EL NAUFRAGIO DE LA MÉDUSE

 


La balsa de la Medusa es uno de los cuadros más conocidos del Museo del Louvre. Es una obra maestra de la pintura romántica que sorprende al espectador por su dramatismo y dimensiones. Fue ejecutada por el pintor francés Théodore Géricault, quien quiso narrar visualmente una tragedia marina en un espacio de veinticinco metros cuadrados. La pintura representa un instante de un naufragio que tuvo lugar ante las costas del Senegal en 1816 y que hizo correr mucha tinta por diversos motivos. Fue una tragedia que se pudo haberse evitado.

El 16 de junio de aquel año salió de la isla de Aix, en la costa atlántica francesa, una expedición formada por cuatro barcos y 365 personas. Más de la mitad viajaban en La Méduse, la nave capitana. La misión de aquella expedición era comprobar que los ingleses habían abandonado el Senegal -ocupado en el transcurso de las guerras napoleónicas- y desembarcar allí soldados, funcionarios y colonos a fin de consolidar el dominio francés en esa parte de África. Desde el siglo XVIII Francia poseía territorios coloniales en la costa africana que en virtud de los tratados de París de 1814 y 1815 le fueron restituidos.


Mandaba la expedición el conde Hugues Du Roy de Chaumerays, un monárquico que, como otros partidarios del Antiguo Régimen, había emigrado a Inglaterra en 1791 para salvar la cabeza durante el Terror. Con la caída de Napoleón y el regreso de los Borbones al trono francés, Luis XVIII quiso premiar la fidelidad del aristócrata con un alto cargo, el de capitán de mar y de guerra. El conde, que ya había cumplido los cincuenta años, hacía mucho tiempo que no había pisado el suelo de un barco y cometió graves errores que costaron la vida a muchos hombres de su navío. Ignoró incluso algunas instrucciones que le había dado el ministro de Marina.

Tras pasar el cabo de Finisterre, una tempestad dispersó la pequeña flota. Puesto que tenía prisa en llegar a su destino, el comandante dejó atrás las naves que se rezagaron. Siguiendo la costa mauritana, la nave capitana se dirigió hacia una zona de aguas poco profundas, infestada de bancos de arena. Los navegantes europeos expertos conocían muy bien aquella peligrosa zona y la evitaban. Pero quien mandaba la expedición distaba mucho de ser un ducho y cauto navegante. Así, el 2 de julio la nave capitana encalló en uno de los bancos de arena. Todos los esfuerzos que se hicieron para sacarla de allí fueron inútiles. Era un barco grande, una fragata, el orgullo de la marina gala. La nave se ladeaba cada vez más y grandes cantidades de agua penetraban en el casco. Aquel fue el primer acto de la tragedia.

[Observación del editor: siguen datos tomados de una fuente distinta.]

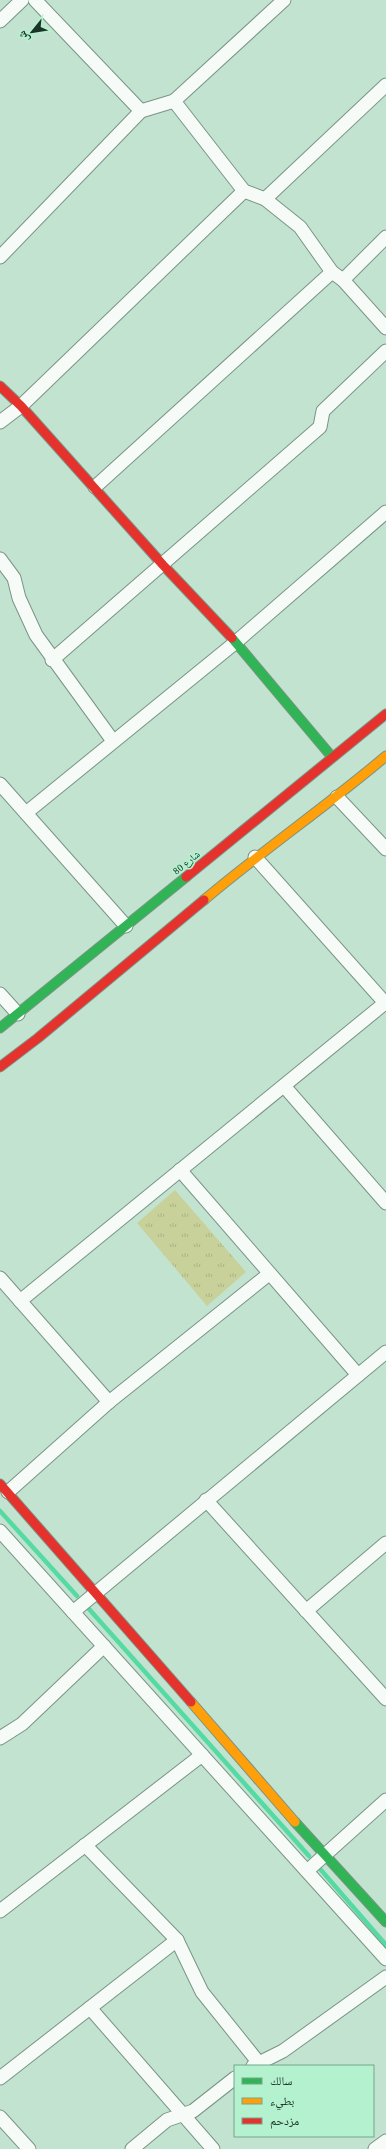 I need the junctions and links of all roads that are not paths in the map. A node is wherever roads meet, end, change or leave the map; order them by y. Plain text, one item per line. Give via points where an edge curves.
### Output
1 (22, 0) edge
2 (34, 0) edge
3 (284, 0) edge
4 (0, 21) edge
5 (386, 85) edge
6 (174, 101) junction
7 (141, 111) junction
8 (244, 191) junction
9 (265, 199) junction
10 (386, 237) edge
11 (0, 257) edge
12 (332, 272) junction
13 (343, 280) junction
14 (386, 328) edge
15 (386, 351) edge
16 (0, 386) edge
17 (21, 406) junction
18 (0, 422) edge
19 (95, 487) junction
20 (386, 512) edge
21 (1, 562) edge
22 (163, 564) junction
23 (236, 642) junction
24 (52, 660) junction
25 (386, 714) edge
26 (113, 741) junction
27 (386, 756) edge
28 (332, 757) junction
29 (0, 784) edge
30 (337, 797) junction
31 (26, 813) junction
32 (386, 848) edge
33 (254, 857) junction
34 (126, 926) junction
35 (0, 994) edge
36 (386, 1004) edge
37 (18, 1014) junction
38 (0, 1028) edge
39 (0, 1067) edge
40 (284, 1086) junction
41 (180, 1170) junction
42 (386, 1203) edge
43 (269, 1274) junction
44 (0, 1278) edge
45 (20, 1301) junction
46 (386, 1352) edge
47 (358, 1375) junction
48 (109, 1402) junction
49 (4, 1488) edge
50 (206, 1500) junction
51 (0, 1531) edge
52 (386, 1543) edge
53 (95, 1593) junction
54 (306, 1611) junction
55 (73, 1612) junction
56 (104, 1646) junction
57 (386, 1699) edge
58 (0, 1738) edge
59 (202, 1755) junction
60 (386, 1800) edge
61 (85, 1845) junction
62 (324, 1855) junction
63 (307, 1871) junction
64 (0, 1911) edge
65 (386, 1922) edge
66 (177, 1940) junction
67 (386, 1959) edge
68 (386, 1977) edge
69 (90, 2008) junction
70 (256, 2064) edge
71 (0, 2078) edge
72 (234, 2079) edge
73 (184, 2114) junction
74 (0, 2117) edge
75 (386, 2141) edge
76 (29, 2149) edge
77 (132, 2149) edge
78 (213, 2149) edge
79 (375, 2149) edge

1 - 4 street
2 - 7 street
3 - 6 street
5 - 9 street
6 - 7 street
6 - 8 street
7 - 11 street
8 - 9 street
8 - 17 street
9 - 12 street via 300,227
10 - 13 street
12 - 13 street
12 - 19 street
13 - 14 street
15 - 22 street via 323,410 320,428
16 - 17 street
17 - 18 street
17 - 19 street
19 - 22 street
20 - 23 street
21 - 24 street via 14,578 18,598 36,635
22 - 23 street
22 - 24 street
23 - 26 street
23 - 28 street
24 - 26 street
25 - 28 street, شارع 80
26 - 31 street
27 - 30 street
28 - 34 street, شارع 80
29 - 31 street
30 - 32 street
30 - 33 street
31 - 34 street
33 - 36 street
33 - 39 street
34 - 37 street, شارع 80
35 - 37 street
36 - 40 street
37 - 38 street, شارع 80
40 - 41 street
40 - 42 street
41 - 43 street
41 - 45 street
43 - 47 street
43 - 48 street
44 - 45 street
45 - 48 street
46 - 47 street
47 - 50 street
48 - 49 street
49 - 53 street
50 - 53 street
50 - 54 street
51 - 55 street
52 - 54 street
53 - 55 street
53 - 62 street
54 - 57 street
55 - 56 street
56 - 58 street via 22,1724
56 - 59 street
59 - 61 street
59 - 63 street
60 - 62 street
61 - 64 street
61 - 66 street
62 - 63 street
62 - 65 street
63 - 67 street
66 - 69 street
66 - 70 street via 202,1992
68 - 70 street via 282,2051
69 - 71 street
69 - 73 street
72 - 73 street via 193,2111
73 - 77 street via 167,2120
73 - 78 street
74 - 76 street
75 - 79 street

El 5 de julio el capitán ordenó abandonar la nave. El capitán, los oficiales, las mujeres y los niños fueron los primeros en ocupar los botes salvavidas. Pero en éstos no había espacio suficiente para el resto de los viajeros. Entonces el carpintero de la nave ideó la construcción de una enorme balsa -tenía quince metros de largo por siete de anchura- con palos, tablones, maderos y cuerdas. La intención era remolcar la gran balsa con sus ocupantes hasta la costa con los botes.

La balsa debía contener ciento cincuenta personas, además de barriles de harina, vino y agua, y una caja de galletas. El peso era excesivo y la construcción empezó a hundirse mucho antes de completar su carga; hubo que tirar al mar muchos barriles. Aun así se la balsa se hundió hasta dos palmos. El caos reinaba en ella. Pronto se impuso allí la ley del más fuerte. Todo eran empujones, puñetazos e incluso cuchilladas.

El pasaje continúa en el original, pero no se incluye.